Which lines in the records below contain the word "کوثر"? Copy each of them.

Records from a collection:
┌────────

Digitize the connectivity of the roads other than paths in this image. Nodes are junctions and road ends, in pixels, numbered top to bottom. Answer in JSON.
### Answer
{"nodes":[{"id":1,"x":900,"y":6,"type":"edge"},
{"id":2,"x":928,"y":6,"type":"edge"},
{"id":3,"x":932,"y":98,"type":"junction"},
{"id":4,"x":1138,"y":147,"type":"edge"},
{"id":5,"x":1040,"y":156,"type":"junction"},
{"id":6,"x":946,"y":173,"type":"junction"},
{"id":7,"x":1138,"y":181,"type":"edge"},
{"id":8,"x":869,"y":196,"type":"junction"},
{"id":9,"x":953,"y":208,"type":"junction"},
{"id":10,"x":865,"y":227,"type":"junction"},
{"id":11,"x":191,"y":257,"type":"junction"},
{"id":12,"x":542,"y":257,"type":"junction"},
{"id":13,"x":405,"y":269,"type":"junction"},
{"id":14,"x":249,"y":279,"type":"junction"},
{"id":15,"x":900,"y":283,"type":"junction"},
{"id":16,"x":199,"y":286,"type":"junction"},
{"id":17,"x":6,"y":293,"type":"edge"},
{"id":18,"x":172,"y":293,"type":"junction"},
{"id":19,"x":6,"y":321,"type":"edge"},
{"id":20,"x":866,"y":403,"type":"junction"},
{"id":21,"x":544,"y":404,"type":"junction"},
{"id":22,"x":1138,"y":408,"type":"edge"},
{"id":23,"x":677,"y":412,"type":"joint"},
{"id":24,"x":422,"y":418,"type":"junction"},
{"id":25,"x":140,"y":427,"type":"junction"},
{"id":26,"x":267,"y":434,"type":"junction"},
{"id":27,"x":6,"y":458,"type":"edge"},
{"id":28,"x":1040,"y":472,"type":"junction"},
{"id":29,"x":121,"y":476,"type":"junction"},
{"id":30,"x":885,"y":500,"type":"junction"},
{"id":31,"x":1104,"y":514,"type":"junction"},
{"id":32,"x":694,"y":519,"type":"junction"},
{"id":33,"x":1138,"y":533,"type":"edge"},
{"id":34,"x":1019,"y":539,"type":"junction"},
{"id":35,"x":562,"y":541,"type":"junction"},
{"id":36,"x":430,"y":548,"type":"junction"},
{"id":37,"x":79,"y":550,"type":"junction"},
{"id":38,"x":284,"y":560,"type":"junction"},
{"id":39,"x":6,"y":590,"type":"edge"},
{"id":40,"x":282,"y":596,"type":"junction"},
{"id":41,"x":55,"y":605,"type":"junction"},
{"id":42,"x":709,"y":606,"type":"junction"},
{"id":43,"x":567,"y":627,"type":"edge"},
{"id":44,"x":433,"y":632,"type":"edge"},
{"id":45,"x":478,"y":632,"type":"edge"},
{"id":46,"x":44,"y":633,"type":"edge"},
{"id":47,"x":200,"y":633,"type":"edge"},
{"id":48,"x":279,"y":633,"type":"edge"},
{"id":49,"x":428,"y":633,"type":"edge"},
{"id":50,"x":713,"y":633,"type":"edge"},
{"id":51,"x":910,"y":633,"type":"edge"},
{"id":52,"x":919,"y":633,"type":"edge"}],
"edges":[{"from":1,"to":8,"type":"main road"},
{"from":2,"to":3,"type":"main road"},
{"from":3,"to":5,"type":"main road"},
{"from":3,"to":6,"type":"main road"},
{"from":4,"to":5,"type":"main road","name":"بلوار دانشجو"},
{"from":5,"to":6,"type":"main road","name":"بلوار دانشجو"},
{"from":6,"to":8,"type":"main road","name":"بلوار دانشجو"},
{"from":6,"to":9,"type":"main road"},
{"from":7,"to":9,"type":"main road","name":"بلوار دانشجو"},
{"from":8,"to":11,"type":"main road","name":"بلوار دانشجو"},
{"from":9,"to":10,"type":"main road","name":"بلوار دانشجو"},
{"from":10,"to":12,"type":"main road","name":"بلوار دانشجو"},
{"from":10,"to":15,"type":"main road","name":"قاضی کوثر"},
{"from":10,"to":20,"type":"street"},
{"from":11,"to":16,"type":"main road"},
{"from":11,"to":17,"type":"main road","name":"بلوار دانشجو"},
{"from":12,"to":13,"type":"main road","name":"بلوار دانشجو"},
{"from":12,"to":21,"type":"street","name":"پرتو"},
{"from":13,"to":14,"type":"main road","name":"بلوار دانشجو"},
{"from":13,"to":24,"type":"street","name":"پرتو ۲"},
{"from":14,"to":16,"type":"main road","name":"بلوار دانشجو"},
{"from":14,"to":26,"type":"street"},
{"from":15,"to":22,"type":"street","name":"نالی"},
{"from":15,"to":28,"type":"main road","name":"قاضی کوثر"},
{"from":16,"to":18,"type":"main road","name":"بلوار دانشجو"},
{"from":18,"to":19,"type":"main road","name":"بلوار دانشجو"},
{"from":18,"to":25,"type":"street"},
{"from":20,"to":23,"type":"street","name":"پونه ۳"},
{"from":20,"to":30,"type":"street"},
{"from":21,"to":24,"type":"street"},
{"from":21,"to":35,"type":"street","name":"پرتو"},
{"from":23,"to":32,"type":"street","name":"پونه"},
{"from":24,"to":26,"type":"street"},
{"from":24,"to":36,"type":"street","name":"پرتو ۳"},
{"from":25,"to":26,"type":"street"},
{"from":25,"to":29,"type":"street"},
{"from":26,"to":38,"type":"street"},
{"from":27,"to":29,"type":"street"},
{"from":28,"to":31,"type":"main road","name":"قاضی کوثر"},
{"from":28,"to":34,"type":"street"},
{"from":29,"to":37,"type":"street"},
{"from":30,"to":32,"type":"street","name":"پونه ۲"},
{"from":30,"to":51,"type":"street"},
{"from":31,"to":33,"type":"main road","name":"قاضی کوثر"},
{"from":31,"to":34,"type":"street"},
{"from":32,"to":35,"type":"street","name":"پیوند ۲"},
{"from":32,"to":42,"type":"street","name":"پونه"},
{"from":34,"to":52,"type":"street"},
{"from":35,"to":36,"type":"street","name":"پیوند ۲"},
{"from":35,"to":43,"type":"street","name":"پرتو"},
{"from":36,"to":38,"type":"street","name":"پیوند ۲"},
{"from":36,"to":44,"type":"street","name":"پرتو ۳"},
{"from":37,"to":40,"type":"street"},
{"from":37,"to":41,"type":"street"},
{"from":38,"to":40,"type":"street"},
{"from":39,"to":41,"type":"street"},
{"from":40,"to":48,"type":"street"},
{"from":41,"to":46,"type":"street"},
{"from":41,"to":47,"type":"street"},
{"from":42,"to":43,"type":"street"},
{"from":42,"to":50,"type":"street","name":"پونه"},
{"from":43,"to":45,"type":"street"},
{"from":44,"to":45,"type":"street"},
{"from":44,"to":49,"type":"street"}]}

└────────

RESPONSE TO THIS TASK:
{"from":10,"to":15,"type":"main road","name":"قاضی کوثر"},
{"from":15,"to":28,"type":"main road","name":"قاضی کوثر"},
{"from":28,"to":31,"type":"main road","name":"قاضی کوثر"},
{"from":31,"to":33,"type":"main road","name":"قاضی کوثر"},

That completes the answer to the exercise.